A strong earthquake with a preliminary magnitude of 6.9 has struck the Bering Sea between American and Russian islands, seismologists say. No tsunami warnings have been issued.
The earthquake, which struck at 1:25 p.m. local time on Friday, was centered about 112 miles (180 kilometers) northwest of Attu Island in Alaska, or 168 miles (270 kilometers) southeast of Bering Island in Russia. It struck at a depth of about 19 miles (31 kilometers), making it a shallow earthquake.

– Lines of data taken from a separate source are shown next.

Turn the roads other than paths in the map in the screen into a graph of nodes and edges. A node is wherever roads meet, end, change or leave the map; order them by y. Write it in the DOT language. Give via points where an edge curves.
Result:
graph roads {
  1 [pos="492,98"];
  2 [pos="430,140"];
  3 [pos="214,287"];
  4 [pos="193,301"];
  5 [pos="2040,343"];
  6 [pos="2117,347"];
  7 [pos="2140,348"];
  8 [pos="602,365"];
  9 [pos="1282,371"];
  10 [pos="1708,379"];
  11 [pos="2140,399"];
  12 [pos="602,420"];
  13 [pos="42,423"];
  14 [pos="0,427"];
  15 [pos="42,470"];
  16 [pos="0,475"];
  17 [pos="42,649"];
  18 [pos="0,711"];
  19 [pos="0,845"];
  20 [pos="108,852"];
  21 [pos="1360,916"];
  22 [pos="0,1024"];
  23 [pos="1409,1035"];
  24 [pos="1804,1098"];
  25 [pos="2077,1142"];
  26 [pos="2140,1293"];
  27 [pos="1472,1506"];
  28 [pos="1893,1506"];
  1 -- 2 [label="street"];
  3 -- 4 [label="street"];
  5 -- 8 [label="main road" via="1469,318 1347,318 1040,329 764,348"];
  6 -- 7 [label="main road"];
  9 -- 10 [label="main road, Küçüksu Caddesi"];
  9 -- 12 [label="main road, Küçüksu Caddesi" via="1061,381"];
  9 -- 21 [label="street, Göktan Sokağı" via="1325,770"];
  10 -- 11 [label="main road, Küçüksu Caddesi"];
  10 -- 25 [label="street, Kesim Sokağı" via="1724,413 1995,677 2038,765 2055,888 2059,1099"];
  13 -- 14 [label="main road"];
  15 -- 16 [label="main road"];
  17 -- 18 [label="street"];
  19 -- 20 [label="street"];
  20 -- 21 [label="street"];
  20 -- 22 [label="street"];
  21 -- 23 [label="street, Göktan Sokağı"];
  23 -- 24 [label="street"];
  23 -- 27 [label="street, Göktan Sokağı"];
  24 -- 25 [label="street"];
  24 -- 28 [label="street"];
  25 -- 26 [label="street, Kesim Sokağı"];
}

The U.S. National Tsunami Warning Center put the preliminary magnitude of the earthquake at 6.9. “Based on earthquake information and historic tsunami records, the earthquake is not expected to generate a tsunami,” the center said.
Friday’s earthquake is expected to have been felt across parts of the Aleutian Islands, but damage or casualties are unlikely. The closest islands – Attu Island and Bering Island – have only a small population. Attu Island is also home to Attu Station, which was closed in 2010.
The sparsely populated region of Alaska, which sits on the so-called ‘Pacific Ring of Fire’, is occasionally struck by powerful earthquakes. Most notably, an enormous 9.2-magnitude earthquake struck north of Prince William Sound in Alaska on March 27, 1964, unleashing a tsunami which killed at least 143 people.